El Parecer de Yucay no deja de ser un documento histórico revelador de la mentalidad y los intereses particulares de los grandes encomenderos y funcionarios reales, así como de la reacción de los poderosos de este mundo, cuando sus intereses son afectados por la defensa de los derechos humanos, por la protección de los derechos prístinos a la vida y a la libertad, por la reivindicación de los derechos inalienables a la libertad religiosa y política de los indios. Poco después de la publicación del Parecer de Yucay, así como de toda la campaña virreinal, los campos de la muerte quedan preparados: Toledo ordena la ejecución del inca Túpac Amaru II y el levantamiento indígena es aniquilado.

Ésta es la trama histórica del surgimiento del gran cronista indio Felipe Guamán Poma de Ayala, quien percibe con madurez y creatividad -en la huella lascasiana- que la llegada de los europeos ha puesto el mundo indígena al revés: “Y no hay remedio”. En el camino de remediar esta inversión letal y en busca, a la vez, de “servir a Dios nuestro Señor” y a los “los pobres de Jesucristo”, recorre todo el territorio del Tawantinsuyo y escribe una crónica dirigida al rey de España, que es una manifestación del imaginario colectivo de los indios, realizada con una maestría sorprendente.

Interesa acá subrayar su utopía universal del buen gobierno: “le sugiere entonces al rey Felipe -teniendo en mente lo que antes sucedía en el Tawantinsuyo-, se convierta en ‘monarca del mundo […] para el gobierno del mundo y defensa de nuestra santa fe católica, servicio de Dios’, y que tenga bajo su autoridad a los reyes de las cuatro partes del universo: de las Indias (su propio hijo), de Guinea (es así como llama a África), de Roma (‘el rey de los cristianos de Roma y de otro rey del mundo’) y -sorprendentemente- de Turquía (‘rey de los moros del Gran Turco’). Estos cuatro reyes gozarán de la misma autoridad y deberán reconocer el dominio supremo de rey Felipe”.

Estamos acá frente al gran tema de la relación esencial entre evangelización, utopía y restitución en el siglo XVI, o entre evangelización, utopía y liberación en el siglo XXI. En esa huella lascasiana, la inspiración de Juan XXIII y del Concilio Vaticano II, y sus ecos en América Latina y el mundo, serán de una importancia trascendental.
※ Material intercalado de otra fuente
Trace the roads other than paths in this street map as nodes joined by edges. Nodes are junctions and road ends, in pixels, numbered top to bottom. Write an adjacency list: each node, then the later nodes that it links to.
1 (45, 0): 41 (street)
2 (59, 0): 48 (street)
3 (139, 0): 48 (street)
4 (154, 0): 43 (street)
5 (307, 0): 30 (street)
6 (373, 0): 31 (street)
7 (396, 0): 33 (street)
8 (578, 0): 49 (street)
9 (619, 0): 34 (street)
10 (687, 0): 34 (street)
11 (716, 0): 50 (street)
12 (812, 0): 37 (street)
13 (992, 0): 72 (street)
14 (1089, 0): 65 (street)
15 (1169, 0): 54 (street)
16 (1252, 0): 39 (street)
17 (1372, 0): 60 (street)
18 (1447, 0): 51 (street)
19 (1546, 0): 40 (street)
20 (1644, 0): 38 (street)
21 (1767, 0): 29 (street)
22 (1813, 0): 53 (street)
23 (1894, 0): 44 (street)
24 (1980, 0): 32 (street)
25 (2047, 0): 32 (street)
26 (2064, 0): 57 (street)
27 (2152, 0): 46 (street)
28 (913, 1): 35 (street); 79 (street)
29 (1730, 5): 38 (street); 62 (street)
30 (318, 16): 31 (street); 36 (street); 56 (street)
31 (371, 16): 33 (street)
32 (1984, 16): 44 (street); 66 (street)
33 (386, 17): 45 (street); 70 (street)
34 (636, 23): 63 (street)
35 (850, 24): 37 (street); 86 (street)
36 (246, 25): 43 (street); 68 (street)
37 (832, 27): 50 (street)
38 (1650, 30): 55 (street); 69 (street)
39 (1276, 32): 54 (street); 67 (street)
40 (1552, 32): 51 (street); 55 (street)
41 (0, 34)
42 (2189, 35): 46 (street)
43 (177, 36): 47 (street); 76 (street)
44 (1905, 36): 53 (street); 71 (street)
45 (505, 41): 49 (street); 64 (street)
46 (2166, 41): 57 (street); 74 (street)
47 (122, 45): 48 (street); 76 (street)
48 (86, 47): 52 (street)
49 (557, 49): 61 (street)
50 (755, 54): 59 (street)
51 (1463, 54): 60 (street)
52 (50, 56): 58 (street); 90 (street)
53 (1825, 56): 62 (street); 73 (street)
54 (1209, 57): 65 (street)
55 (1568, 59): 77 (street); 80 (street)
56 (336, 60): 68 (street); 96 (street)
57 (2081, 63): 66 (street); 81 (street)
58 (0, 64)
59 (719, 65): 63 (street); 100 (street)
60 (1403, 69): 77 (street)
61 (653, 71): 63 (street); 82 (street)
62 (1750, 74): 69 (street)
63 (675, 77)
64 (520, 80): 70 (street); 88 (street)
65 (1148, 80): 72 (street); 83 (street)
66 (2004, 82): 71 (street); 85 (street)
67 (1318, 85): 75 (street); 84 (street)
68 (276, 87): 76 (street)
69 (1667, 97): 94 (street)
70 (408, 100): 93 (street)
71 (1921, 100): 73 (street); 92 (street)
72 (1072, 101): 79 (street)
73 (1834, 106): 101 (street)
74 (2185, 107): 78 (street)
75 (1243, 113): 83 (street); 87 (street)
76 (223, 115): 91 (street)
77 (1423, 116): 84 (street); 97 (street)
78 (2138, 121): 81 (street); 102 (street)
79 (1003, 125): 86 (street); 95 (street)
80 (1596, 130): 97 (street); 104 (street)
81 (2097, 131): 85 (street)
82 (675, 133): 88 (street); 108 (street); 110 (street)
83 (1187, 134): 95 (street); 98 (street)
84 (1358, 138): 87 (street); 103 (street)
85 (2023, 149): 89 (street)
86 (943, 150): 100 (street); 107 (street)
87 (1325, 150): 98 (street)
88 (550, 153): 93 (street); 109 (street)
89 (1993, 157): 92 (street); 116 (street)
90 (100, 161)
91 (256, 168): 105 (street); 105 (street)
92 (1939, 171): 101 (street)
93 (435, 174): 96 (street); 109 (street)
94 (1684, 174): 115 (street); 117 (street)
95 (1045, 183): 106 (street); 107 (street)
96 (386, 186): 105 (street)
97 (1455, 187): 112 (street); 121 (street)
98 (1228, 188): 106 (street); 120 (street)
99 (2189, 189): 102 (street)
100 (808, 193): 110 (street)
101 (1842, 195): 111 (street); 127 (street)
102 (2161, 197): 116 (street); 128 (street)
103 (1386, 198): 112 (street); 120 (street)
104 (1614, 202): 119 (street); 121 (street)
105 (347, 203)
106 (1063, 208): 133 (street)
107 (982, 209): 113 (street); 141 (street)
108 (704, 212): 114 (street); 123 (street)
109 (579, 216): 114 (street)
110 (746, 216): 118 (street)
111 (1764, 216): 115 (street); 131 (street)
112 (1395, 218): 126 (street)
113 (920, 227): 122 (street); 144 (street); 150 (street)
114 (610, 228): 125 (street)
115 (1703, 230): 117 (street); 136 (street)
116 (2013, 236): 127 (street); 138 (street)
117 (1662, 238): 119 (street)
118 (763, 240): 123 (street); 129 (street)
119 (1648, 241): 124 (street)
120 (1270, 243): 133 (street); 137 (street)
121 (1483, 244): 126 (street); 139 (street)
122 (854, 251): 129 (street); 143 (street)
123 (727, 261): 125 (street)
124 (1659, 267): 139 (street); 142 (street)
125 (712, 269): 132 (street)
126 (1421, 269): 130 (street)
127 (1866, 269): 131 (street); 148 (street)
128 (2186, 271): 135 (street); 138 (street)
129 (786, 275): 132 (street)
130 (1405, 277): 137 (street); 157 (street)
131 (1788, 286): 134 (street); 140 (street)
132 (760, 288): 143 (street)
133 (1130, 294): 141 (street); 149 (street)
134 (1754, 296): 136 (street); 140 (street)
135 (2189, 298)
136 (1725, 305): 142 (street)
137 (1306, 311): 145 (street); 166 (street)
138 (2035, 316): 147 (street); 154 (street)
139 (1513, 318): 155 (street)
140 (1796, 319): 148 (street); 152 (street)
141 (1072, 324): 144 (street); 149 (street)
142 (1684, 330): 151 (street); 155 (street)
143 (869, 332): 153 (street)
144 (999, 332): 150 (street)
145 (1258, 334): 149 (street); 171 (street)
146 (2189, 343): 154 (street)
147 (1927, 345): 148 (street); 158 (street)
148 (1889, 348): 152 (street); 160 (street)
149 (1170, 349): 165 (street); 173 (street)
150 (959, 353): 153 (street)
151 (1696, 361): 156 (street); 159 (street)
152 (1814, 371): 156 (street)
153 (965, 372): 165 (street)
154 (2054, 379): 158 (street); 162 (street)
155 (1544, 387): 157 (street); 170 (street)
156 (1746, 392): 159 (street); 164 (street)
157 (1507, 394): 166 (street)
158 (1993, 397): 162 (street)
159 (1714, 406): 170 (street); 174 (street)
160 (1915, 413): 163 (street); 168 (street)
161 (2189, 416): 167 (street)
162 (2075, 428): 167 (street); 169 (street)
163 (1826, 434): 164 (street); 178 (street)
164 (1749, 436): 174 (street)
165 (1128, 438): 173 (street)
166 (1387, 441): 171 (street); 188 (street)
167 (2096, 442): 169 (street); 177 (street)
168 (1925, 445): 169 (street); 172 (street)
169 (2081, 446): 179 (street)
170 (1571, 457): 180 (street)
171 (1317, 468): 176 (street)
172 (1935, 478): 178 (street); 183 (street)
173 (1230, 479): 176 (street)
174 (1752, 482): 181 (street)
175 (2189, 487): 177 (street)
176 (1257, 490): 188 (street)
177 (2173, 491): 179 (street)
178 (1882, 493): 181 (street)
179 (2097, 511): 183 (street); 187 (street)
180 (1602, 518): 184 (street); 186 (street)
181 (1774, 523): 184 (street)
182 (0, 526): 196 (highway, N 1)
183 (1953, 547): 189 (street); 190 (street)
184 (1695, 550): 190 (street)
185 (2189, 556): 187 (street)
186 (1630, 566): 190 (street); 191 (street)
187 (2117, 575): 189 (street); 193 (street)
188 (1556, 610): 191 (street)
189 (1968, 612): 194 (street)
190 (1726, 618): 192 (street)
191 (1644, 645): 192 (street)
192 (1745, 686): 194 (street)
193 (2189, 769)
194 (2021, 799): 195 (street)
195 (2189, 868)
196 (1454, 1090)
4. Una palabra final: la utopía de “otras Américas mejores”

Gustavo Gutiérrez ha hecho camino al andar; el giro que exploramos se encuentra en la fusión de un gran pensamiento teológico y de un notable lenguaje poético. Ésta es la “estructura secreta” de nuestra búsqueda intelectual y vital que se abre paso dibujando una utopía entre dos cambios de época: desde “otras Indias mejores” en el siglo XVI hasta “otras Américas mejores” en el siglo XXI. Hay que esperar el libro de Gutiérrez sobre su hablar del misterio de Dios desde la opción preferencial por los pobres, en la criba de la modernidad y del cambio de época. Hay que aguardar sus nuevos escritos en gestación sobre una utopía para “estas y otras Américas mejores”.

Manuel Piqueras, “Hablar de Dios desde las Indias y las Américas”, en Esta y otra América andina mejor: la democracia como tragedia. Proyecto de tesis doctoral. Programa internacional de doctorado. Religión en diálogo. Universidad Johann Wolfgang Goethe. Fráncfort del Meno. Alemania.